_Task to complete_: Below are the records; locate each line with the word "Gusmão" and copy it.

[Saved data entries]

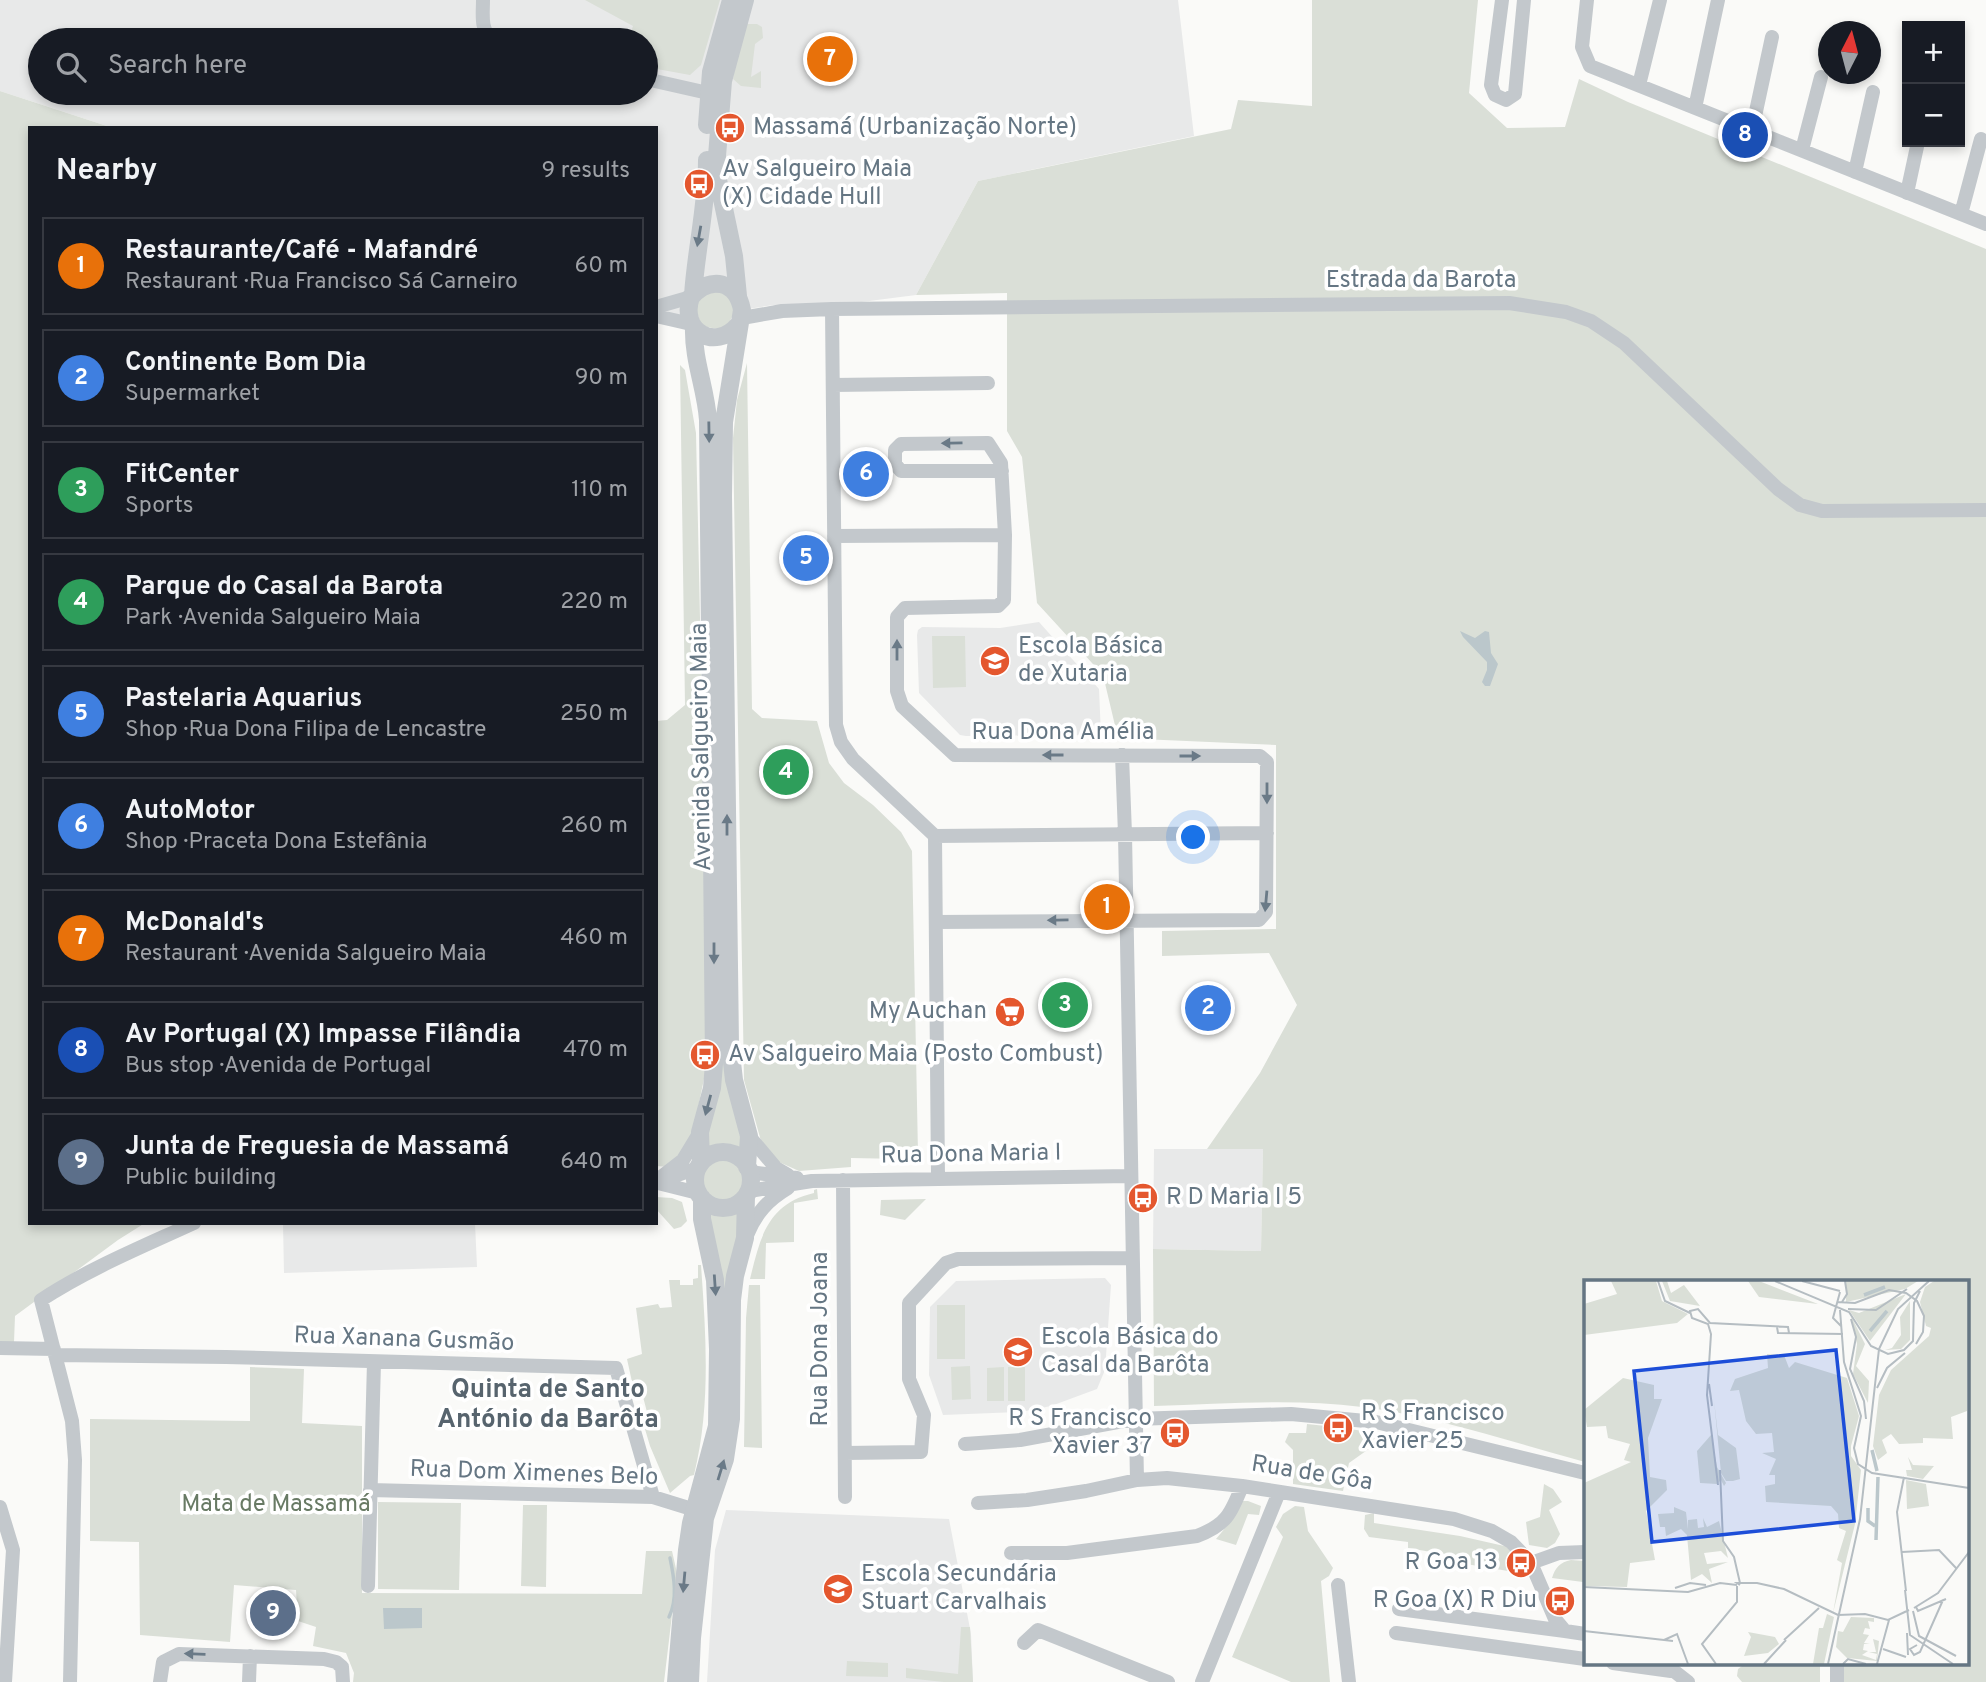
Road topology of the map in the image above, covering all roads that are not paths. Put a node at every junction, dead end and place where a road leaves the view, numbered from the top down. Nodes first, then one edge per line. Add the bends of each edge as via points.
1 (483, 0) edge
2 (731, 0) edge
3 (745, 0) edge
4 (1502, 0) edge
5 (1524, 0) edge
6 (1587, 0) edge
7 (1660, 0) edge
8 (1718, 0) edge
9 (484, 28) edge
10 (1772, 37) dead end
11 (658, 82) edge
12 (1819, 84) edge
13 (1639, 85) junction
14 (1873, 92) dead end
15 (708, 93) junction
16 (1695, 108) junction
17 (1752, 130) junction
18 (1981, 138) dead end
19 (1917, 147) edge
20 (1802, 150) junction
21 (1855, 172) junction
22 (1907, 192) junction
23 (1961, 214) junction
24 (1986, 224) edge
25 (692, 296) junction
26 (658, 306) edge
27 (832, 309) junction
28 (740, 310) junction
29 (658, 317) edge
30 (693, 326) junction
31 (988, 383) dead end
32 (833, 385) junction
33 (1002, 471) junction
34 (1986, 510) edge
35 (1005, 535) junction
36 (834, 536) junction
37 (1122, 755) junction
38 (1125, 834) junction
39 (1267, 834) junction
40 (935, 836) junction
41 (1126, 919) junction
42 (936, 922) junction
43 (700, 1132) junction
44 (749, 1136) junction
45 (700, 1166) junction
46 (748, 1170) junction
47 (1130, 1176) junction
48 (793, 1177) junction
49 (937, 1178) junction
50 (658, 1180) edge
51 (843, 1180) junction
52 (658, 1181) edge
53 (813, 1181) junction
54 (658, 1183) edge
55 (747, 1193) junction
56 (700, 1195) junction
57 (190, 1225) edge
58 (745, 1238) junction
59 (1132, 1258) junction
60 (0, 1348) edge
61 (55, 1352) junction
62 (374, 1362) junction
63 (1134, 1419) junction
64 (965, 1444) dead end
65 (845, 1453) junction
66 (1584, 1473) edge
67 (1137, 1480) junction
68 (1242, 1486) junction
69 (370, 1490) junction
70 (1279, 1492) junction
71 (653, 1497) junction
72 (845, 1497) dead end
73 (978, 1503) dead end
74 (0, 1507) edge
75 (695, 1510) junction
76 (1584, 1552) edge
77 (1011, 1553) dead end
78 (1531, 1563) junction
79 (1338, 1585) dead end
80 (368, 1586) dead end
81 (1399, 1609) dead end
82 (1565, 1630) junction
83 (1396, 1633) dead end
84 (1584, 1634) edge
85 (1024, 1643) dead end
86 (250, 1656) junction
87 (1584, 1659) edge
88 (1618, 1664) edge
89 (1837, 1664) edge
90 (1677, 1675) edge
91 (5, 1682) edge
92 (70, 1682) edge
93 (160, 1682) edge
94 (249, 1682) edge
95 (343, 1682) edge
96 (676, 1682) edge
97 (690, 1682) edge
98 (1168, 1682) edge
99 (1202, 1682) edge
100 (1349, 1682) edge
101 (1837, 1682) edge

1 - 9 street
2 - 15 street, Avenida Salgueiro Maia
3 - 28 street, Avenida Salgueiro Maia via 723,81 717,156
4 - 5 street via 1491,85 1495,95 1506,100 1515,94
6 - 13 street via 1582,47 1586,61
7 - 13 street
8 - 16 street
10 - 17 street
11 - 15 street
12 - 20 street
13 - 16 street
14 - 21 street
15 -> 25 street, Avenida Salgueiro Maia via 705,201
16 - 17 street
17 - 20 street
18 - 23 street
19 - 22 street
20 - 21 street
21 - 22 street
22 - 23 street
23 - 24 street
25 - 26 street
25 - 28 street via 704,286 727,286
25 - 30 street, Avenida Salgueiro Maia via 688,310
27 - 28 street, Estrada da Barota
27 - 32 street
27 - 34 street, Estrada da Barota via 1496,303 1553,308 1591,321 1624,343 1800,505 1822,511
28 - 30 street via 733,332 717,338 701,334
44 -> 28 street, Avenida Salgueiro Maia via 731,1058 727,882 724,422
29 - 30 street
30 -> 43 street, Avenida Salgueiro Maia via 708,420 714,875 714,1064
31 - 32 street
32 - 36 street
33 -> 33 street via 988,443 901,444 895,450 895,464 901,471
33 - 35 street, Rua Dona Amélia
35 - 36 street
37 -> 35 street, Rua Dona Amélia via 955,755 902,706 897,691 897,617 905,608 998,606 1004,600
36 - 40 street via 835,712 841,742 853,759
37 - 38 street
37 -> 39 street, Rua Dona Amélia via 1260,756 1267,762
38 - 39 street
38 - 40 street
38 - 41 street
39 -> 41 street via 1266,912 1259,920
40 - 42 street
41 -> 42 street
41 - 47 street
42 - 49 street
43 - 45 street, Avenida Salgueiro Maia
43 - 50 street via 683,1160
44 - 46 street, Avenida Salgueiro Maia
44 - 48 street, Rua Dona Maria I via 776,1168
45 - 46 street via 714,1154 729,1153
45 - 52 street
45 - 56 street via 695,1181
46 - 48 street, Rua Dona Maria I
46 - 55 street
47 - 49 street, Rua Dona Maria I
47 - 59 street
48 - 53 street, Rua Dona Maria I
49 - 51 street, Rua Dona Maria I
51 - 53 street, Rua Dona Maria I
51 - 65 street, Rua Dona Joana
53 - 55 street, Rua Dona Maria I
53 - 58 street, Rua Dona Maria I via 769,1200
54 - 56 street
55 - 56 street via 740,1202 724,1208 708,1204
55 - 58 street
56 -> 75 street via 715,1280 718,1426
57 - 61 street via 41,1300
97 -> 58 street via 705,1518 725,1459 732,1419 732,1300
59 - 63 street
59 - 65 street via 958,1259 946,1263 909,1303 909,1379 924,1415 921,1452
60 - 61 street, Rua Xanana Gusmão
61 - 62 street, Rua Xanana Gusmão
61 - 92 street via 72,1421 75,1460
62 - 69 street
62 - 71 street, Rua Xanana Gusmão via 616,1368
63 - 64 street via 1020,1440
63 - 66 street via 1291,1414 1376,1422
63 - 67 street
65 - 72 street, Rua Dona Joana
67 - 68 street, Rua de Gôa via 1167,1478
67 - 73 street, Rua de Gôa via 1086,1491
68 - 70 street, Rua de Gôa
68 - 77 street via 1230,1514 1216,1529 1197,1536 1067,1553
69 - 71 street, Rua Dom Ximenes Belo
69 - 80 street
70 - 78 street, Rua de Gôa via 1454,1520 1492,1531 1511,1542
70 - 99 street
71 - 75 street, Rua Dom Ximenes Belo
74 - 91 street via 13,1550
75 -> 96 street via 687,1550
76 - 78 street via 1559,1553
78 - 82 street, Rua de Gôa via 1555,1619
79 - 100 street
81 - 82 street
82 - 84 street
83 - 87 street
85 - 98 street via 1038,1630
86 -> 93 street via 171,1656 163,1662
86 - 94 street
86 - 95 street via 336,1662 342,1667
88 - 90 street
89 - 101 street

_Task solution_:
60 - 61 street, Rua Xanana Gusmão
61 - 62 street, Rua Xanana Gusmão
62 - 71 street, Rua Xanana Gusmão via 616,1368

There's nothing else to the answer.